OpenSignal report shows Europe as a whole is improving as speed progress is sacrificed for coverage.
The average 4G speed in the UK is slower than 28 nations in Europe, according to crowdsourced data from OpenSignal, but the continent as a whole is improving.
OpenSignal’s latest ‘State of LTE’ report measured speeds and availability across the world, using test data from nearly 5 million devices. It claims this gives the most accurate insight into the world’s mobile networks because tests reflect real world conditions.
East Asia and North America have typically been more advanced than Europe, where the early development of 3G networks meant it was a late arrival to the 4G party, but advances mean that only Russia and Belarus have speeds slower than the 16.9Mbps global average.
Singapore still leads the way with 44.31Mbps, but the Netherlands’ 42.12Mbps and Norway’s 41.2Mbps averages are faster than South Korea’s 40.44Mbps. Indeed, the fifth fastest was Hungary on 39.18Mps and half the top 10 nations were European.
The UK recorded 23.1Mbps, but this was still faster than Portugal and Germany, and OpenSignal praised how quickly Britain has managed to improve its “abysmal” LTE availability in a short space fo time.

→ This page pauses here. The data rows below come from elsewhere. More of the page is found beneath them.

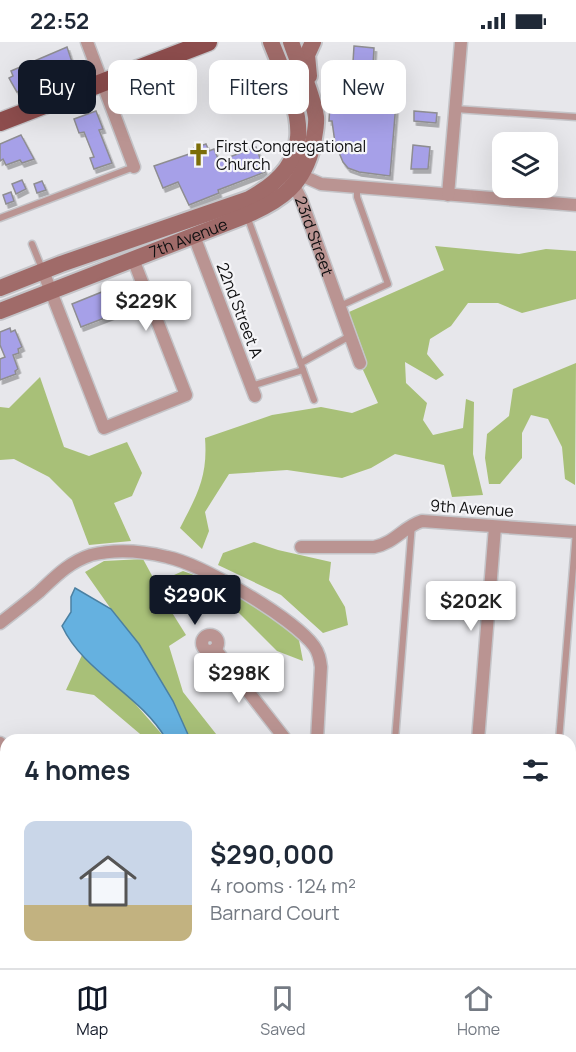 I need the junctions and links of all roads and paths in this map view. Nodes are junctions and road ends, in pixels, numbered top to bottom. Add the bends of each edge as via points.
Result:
1 (87, 42) edge
2 (208, 42) edge
3 (271, 42) edge
4 (291, 42) edge
5 (313, 42) edge
6 (461, 42) edge
7 (102, 83) junction
8 (455, 109) junction
9 (576, 117) edge
10 (316, 118) junction
11 (0, 122) edge
12 (134, 167) joint
13 (286, 169) junction
14 (298, 181) junction
15 (357, 188) junction
16 (448, 195) junction
17 (576, 205) edge
18 (247, 215) junction
19 (0, 218) edge
20 (194, 236) junction
21 (32, 244) dead end
22 (133, 259) junction
23 (43, 271) junction
24 (0, 288) edge
25 (50, 291) junction
26 (340, 306) junction
27 (0, 311) edge
28 (351, 336) junction
29 (360, 363) dead end
30 (302, 366) junction
31 (253, 391) joint
32 (314, 400) dead end
33 (412, 524) junction
34 (576, 526) edge
35 (495, 527) junction
36 (576, 532) edge
37 (301, 547) dead end
38 (0, 623) edge
39 (215, 649) dead end
40 (281, 734) edge
41 (317, 734) edge
42 (395, 734) edge
43 (478, 734) edge
44 (559, 734) edge

1 - 7 street
2 - 7 main road
3 - 13 main road via 298,121 296,149
4 - 10 main road, 23rd Street
5 - 10 main road via 307,55
6 - 8 street
7 - 11 main road
7 - 12 street
8 - 9 lane
8 - 16 street
10 - 14 main road, 23rd Street via 311,151
12 - 19 lane
13 - 14 street, 23rd Street
13 - 23 main road, 7th Avenue via 265,190 249,199
14 - 15 street
14 - 18 main road, 7th Avenue via 270,205
14 - 26 street, 23rd Street via 302,203
15 - 16 street
15 - 26 lane via 388,284
16 - 17 street
18 - 20 main road, 7th Avenue
18 - 30 lane
20 - 22 main road, 7th Avenue
20 - 31 street, 22nd Street A
21 - 23 lane
22 - 25 main road, 7th Avenue
22 - 25 street via 186,395 104,428
23 - 24 main road, 7th Avenue
23 - 25 street
25 - 27 main road, 7th Avenue
26 - 28 street, 23rd Street
28 - 29 street, 23rd Street
28 - 30 lane
30 - 31 lane
30 - 32 lane
33 - 35 street, 9th Avenue via 422,520
33 - 37 street, 9th Avenue via 384,545
33 - 42 lane
34 - 36 lane
35 - 36 street, 9th Avenue
35 - 43 street
36 - 44 lane
38 - 41 street via 81,558 122,551 168,557 212,574 291,623 316,648 321,667
39 - 40 street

Legal wrangles and early adoption of 3G meant that it wasn’t until late 2012 that the first UK 4G network went live, but availability is now 77.3 percent.
There are five countries – South Korea, Japan, Norway, Hong Kong and the USA – with availability of more than 90 percent as the focus turns to spreading coverage rather than advancing speeds.
Indeed, no country has broken the 50Mbps average barrier, but it is expected that LTE-Advanced will help in the near future.
“Europe is an LTE power today, and it’s only getting more powerful,” said OpenSignal. “But that doesn’t mean we won’t see other regions of the world challenging its 4G dominance in the future.
“Most of the developing world today is focused on extending the reach of their 4G networks — ensuring more people have access to mobile broadband. Once they’ve built out those networks they will turn their attention to speed. When that times comes, we might see Europe will need to step up its game in the battle for 4G supremacy.”